Terceira Margem – Parte DCXVI - Jornada Pantaneira - Ensandecido López – Parte III


Hiram Reis e Silva - Gente de Opinião
Hiram Reis e Silva

Bagé, 24.07.2023

XXX

A Conquista de um Canhão

Ainda uma vez voltamos ao combate de 3 de novembro de 1867, para nós fonte perene de onde dimanou a jorros a audácia, o valor e o heroísmo do Exército Nacional.

Aquele arrojado assalto, que se tornou imediata­mente Batalha, porque nele intervieram todas as armas, todas as Forças de cada campo e todos os utensílios e acessórios bélicos, é também fonte inesgotável de episódios gloriosos e sem número, porque nele existiu e tomou parte, desde o Tenente-General Comandante, até a paupérrima, humilde e fraca mulher do soldado.

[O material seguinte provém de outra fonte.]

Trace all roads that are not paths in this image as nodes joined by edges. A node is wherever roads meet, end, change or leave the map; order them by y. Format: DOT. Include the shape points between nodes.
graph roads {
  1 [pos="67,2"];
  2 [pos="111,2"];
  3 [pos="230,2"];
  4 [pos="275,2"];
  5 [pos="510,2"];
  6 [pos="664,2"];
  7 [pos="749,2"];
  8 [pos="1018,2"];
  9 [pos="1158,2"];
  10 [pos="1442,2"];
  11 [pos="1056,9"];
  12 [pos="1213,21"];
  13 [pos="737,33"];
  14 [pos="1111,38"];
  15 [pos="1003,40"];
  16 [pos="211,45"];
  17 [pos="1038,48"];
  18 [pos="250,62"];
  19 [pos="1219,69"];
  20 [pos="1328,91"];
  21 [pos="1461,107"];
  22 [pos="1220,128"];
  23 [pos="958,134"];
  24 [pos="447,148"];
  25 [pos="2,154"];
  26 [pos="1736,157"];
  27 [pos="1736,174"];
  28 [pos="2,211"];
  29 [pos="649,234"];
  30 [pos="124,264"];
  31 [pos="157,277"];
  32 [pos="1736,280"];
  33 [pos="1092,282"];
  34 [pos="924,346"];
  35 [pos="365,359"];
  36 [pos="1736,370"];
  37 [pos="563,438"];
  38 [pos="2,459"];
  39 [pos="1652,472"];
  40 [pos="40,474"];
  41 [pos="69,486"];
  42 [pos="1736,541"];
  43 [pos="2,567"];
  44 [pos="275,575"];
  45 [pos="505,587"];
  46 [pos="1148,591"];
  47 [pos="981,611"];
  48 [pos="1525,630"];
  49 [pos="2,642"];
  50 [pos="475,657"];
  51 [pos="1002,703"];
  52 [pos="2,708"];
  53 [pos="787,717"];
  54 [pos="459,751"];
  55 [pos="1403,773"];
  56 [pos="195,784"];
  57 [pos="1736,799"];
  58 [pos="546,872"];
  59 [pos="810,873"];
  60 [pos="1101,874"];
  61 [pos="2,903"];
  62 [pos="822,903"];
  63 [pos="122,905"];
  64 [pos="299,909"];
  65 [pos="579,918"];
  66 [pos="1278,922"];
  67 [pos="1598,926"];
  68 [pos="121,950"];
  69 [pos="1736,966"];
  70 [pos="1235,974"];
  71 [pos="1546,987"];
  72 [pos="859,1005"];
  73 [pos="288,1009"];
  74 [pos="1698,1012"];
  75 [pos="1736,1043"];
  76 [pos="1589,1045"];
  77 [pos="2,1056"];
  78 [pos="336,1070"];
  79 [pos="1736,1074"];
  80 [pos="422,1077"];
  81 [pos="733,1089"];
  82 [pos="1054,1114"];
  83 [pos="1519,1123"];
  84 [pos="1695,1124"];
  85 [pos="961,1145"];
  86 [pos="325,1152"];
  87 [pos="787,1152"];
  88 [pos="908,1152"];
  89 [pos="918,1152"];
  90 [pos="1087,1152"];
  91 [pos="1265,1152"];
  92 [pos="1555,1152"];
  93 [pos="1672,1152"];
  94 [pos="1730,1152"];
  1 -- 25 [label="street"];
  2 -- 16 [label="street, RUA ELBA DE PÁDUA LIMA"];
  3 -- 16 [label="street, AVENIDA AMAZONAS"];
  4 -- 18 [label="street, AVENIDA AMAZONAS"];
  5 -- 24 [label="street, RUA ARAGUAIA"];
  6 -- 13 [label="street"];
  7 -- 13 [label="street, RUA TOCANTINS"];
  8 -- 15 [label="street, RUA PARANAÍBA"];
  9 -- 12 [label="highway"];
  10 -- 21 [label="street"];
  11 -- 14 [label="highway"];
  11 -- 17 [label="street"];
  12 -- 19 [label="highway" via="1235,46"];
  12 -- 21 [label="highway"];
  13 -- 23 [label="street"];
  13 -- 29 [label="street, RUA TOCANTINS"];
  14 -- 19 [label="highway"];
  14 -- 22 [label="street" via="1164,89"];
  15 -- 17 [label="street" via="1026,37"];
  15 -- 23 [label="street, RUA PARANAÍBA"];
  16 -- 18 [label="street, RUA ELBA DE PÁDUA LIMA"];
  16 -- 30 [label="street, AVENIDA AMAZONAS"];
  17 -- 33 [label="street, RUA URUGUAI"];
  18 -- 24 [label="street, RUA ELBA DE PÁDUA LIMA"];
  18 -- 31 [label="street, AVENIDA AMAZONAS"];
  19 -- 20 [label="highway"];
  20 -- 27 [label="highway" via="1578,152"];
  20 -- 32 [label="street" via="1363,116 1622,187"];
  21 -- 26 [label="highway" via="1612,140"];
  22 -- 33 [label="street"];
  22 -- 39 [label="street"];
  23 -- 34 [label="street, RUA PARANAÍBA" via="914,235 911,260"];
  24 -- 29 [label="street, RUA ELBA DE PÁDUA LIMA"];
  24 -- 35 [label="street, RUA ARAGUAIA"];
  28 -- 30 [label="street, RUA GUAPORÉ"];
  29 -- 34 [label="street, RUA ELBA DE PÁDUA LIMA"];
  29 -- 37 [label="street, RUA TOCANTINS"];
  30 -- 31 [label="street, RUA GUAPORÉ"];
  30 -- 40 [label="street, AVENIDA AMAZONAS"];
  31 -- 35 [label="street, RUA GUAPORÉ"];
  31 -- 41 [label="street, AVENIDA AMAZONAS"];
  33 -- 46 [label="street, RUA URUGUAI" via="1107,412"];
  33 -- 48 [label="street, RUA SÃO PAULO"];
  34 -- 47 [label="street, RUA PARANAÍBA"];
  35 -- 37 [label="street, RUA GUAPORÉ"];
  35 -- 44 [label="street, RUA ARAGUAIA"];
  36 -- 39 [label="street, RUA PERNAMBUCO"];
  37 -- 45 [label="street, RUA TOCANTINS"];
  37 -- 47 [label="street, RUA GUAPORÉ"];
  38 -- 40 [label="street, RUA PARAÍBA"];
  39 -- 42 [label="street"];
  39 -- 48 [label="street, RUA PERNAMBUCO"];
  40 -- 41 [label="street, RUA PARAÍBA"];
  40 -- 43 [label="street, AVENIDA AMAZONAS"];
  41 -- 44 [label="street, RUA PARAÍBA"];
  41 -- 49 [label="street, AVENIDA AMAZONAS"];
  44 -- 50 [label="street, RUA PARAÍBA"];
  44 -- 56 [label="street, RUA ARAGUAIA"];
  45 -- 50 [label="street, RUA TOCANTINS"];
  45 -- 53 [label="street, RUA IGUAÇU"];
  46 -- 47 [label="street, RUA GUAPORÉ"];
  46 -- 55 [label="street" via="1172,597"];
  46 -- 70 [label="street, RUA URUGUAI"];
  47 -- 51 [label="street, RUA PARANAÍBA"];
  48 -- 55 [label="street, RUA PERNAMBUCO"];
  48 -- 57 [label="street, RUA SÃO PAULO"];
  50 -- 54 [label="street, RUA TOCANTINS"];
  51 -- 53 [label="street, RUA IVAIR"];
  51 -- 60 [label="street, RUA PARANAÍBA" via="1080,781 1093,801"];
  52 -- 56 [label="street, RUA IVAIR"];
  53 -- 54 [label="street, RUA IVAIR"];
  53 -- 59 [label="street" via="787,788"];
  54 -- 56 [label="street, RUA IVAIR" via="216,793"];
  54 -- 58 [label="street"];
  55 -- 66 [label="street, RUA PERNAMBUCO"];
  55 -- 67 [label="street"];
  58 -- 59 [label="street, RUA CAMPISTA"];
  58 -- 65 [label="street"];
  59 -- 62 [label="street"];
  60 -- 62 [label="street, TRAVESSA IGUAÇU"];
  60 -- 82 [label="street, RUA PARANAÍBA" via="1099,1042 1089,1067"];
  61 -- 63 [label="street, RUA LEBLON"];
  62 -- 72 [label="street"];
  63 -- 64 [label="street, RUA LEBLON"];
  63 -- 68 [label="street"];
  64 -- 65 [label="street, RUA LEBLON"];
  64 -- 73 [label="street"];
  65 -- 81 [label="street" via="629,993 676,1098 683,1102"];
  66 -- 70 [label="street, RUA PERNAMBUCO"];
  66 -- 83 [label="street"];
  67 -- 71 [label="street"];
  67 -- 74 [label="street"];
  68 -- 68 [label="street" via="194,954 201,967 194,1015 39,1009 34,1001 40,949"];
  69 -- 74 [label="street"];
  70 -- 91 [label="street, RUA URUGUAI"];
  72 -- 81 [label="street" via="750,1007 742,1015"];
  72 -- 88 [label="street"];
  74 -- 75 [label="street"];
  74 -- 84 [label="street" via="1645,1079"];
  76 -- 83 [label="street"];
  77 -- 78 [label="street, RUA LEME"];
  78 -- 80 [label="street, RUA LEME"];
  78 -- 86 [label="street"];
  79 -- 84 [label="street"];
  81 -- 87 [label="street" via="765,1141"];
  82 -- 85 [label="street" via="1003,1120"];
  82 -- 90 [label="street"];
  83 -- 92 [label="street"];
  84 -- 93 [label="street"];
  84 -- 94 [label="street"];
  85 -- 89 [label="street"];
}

Naquela arena encontrou-se muito cadáver feminino entre os despojos mortais da vitória. Semelhante luta deixou muito homem viúvo, ao contrário do que ordinariamente se observa nas guerras em que a viuvez e sempre partilha do lado feminil. [...] (PIMENTEL)

XLV

Uma Abordagem

Houve e há ainda quem empreste a Francisco Solano López qualidades militares que o elevam a General, na legítima acepção desta palavra.

Estes inventores de reputações, porém, eram aqueles que mais longe estavam de compreendê-las, não só por lhes faltarem qualidades para juízes, como porque nunca viram um acampamento senão pelas descrições dos livros e jornais.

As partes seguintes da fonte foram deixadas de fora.